As for reviving this: do you think this is feasible to do for someone pretty new to Prolog (but with some C experience) in 2 days?

Hard to say. Actually creating a version that does not use libswipl.so is still seems to work:

cmake -DSWIPL_SHARED_LIB=OFF -G Ninja ..
ninja
ldd src/swipl
	linux-vdso.so.1 (0x00007ffd08923000)
	libtcmalloc_minimal.so.4 => /lib/x86_64-linux-gnu/libtcmalloc_minimal.so.4 (0x00007fee2964e000)
	libtinfo.so.6 => /lib/x86_64-linux-gnu/libtinfo.so.6 (0x00007fee2961f000)
	libgmp.so.10 => /lib/x86_64-linux-gnu/libgmp.so.10 (0x00007fee2959c000)
	libz.so.1 => /lib/x86_64-linux-gnu/libz.so.1 (0x00007fee29580000)
	libm.so.6 => /lib/x86_64-linux-gnu/libm.so.6 (0x00007fee2949c000)
	libc.so.6 => /lib/x86_64-linux-gnu/libc.so.6 (0x00007fee29272000)
	libstdc++.so.6 => /lib/x86_64-linux-gnu/libstdc++.so.6 (0x00007fee29059000)
	libgcc_s.so.1 => /lib/x86_64-linux-gnu/libgcc_s.so.1 (0x00007fee2903f000)
	/lib64/ld-linux-x86-64.so.2 (0x00007fee299f0000)

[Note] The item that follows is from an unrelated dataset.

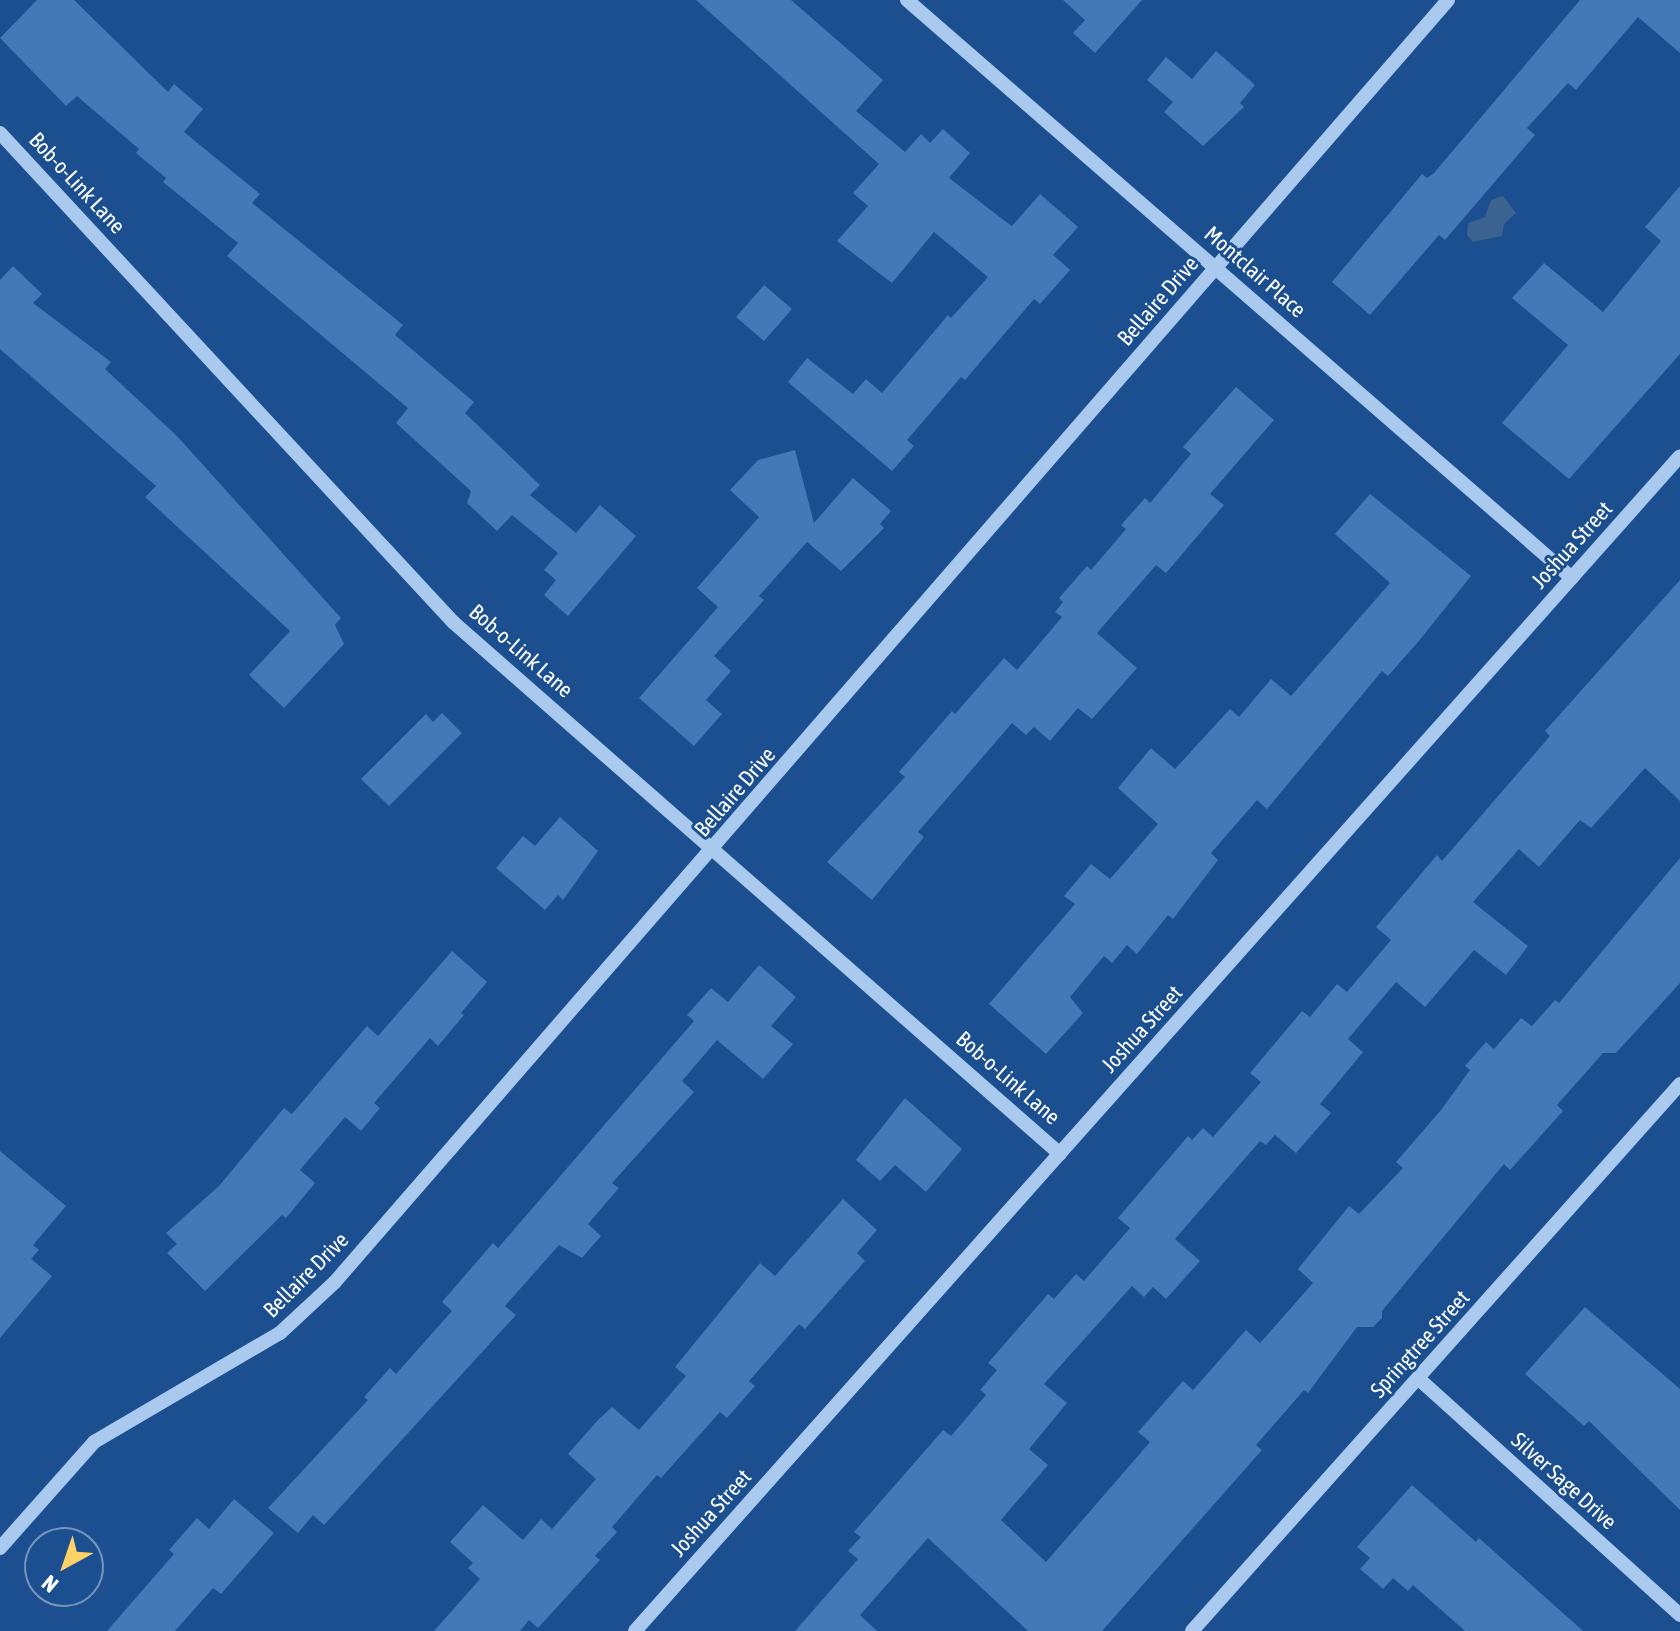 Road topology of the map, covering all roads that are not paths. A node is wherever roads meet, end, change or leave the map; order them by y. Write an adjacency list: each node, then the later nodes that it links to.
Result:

You'd have to change the CMake config to link statically. As a result you probably can't dynamically load extensions any longer (e.g., graphics, socket support and a lot more).

The next step is to create a single file system by adding the library to the source file and appending this to the executable. I have forgotten how that works. When I find time I'll have a look whether I still have those instructions. If the target is Linux though, what is wrong with snap?